Nevertheless, we look at the numbers.

Not-So-Steady Improvement

It turns out that’s not actually the case.

There were some QBs who got better as the season wore on. Matt Ryan, Joe Flacco, and Teddy Bridgewater all showed a clear jump in performance after their first 4 games.

But there were also QBs who got worse after a good start, including Carson Wentz and Cam Newton. Some didn’t really change much from their beginnings, whether those were great (Robert Griffin III), awful (Blaine Gabbert, Mark Sanchez), or somewhere in between (Sam Bradford, Andrew Luck).

In short, there is no one-size-fits-all improvement narrative for rookie quarterbacks. Which makes sense if you think about it; these players come from different college offenses, have different NFL offenses, with different coaches and coaching approaches, and play in different contexts regarding their supporting casts and how many points they need to score to compete.
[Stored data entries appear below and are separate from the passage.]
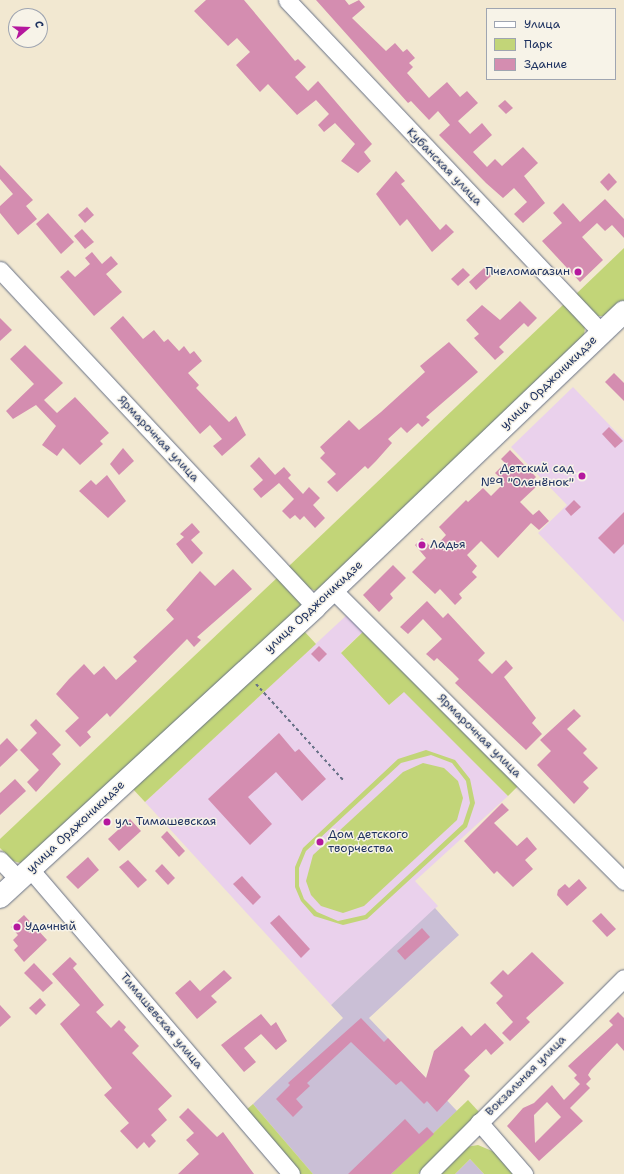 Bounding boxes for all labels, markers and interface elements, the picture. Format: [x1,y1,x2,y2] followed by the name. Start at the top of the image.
[8,8,48,48] north arrow
[486,8,616,80] legend
[524,16,560,32] text: Улица
[31,19,47,30] text: С
[524,36,552,52] text: Парк
[524,56,567,72] text: Здание
[403,125,485,209] street label: Кубанская улица
[485,265,570,279] place label: Пчеломагазин
[573,267,583,277] marker: Пчеломагазин
[498,333,600,433] street label: улица Орджоникидзе
[114,393,202,485] street label: Ярмарочная улица
[481,462,574,490] place label: Детский сад №9 "Оленёнок"
[577,471,587,481] marker: Детский сад №9 "Оленёнок"
[430,538,466,552] place label: Ладья
[417,540,427,550] marker: Ладья
[262,558,366,656] street label: улица Орджоникидзе
[434,691,524,781] street label: Ярмарочная улица
[24,778,128,876] street label: улица Орджоникидзе
[115,815,216,829] place label: ул. Тимашевская
[102,817,112,827] marker: ул. Тимашевская
[328,828,408,856] place label: Дом детского творчества
[315,837,325,847] marker: Дом детского творчества
[25,920,76,934] place label: Удачный
[12,922,22,932] marker: Удачный
[117,970,205,1072] street label: Тимашевская улица
[483,1033,569,1119] street label: Вокзальная улица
No QB really seemed to match Trubisky’s rookie year perfectly. Statistically, his first four games were pretty rough, with a completion percentage below 50% and a passer rating in the mid-60s. Those numbers compare to the first few games from Blaine Gabbert and Mark Sanchez, which is not good company to be in. But Trubisky got better from there in ways that those two didn’t, which should give Bears fans some hope. There were QBs who started out solidly and got better, but nobody really went from bad to solid like Trubisky did in his rookie year.

In terms of trends, QBs who improved over their rookie season (mainly Ryan, Flacco, and Bridgewater) seem to have built on that in their careers, barring Bridgewater’s unfortunate injury. But that’s a sample size of 3, so it’s not like this is anything definitive. That is the main theme you pick up on in this article. Nothing about predicting Trubisky’s career is certain based on statistical profiling.

Looking for Indicators

Looking at growth through the rookie season didn’t really show me what I was looking for, but as long as I had all of this data, I figured I’d use it to look at a few different statistical markers. My goal was to see if anything could help predict whether a QB was likely to become a stud or a bust based on their rookie performance.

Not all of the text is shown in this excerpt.